If a line in the data below includes the string "roads", please return a copy of it.

========================================================================

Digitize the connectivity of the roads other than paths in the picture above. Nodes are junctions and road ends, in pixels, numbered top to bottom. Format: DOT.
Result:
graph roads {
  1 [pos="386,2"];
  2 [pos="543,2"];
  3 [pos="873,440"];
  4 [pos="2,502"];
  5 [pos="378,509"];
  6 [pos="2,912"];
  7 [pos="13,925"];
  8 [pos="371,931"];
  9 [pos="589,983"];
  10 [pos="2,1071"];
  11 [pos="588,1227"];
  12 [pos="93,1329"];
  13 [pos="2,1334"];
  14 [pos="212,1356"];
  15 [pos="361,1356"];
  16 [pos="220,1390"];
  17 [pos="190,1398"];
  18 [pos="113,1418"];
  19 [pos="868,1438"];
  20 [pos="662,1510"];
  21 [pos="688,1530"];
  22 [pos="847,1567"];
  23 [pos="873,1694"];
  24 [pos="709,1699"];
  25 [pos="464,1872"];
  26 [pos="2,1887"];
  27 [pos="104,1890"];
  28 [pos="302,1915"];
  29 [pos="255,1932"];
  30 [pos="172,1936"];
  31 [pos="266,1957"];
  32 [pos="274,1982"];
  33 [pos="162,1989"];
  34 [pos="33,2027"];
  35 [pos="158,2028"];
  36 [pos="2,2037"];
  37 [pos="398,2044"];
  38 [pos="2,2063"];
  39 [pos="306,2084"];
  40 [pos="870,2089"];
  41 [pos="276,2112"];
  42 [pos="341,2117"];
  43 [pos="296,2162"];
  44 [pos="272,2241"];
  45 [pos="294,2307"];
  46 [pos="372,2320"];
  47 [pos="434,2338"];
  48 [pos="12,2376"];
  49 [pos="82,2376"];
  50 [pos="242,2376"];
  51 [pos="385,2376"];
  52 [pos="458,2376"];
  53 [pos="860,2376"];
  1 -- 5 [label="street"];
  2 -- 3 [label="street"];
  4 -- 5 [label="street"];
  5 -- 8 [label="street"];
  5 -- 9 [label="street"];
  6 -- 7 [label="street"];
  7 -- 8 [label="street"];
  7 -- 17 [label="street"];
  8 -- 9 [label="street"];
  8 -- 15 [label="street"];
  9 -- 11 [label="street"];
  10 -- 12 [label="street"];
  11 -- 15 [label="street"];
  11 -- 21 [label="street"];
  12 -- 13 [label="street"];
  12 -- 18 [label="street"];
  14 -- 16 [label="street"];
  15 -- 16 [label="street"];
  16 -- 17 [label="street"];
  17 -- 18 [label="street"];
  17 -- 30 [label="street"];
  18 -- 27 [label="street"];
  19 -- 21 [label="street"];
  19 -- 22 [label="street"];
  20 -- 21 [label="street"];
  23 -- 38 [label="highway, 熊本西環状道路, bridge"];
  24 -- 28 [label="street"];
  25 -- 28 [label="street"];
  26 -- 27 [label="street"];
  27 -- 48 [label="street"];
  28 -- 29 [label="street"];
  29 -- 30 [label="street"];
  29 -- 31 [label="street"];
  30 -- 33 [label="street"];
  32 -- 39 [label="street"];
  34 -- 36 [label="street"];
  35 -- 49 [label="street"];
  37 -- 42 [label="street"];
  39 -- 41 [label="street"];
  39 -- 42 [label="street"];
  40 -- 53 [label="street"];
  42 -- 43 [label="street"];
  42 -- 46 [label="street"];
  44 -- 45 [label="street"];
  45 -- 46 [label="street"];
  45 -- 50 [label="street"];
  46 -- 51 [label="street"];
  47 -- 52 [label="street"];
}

========================================================================

Task response =
Digitize the connectivity of the roads other than paths in the picture above. Nodes are junctions and road ends, in pixels, numbered top to bottom. Format: DOT.
graph roads {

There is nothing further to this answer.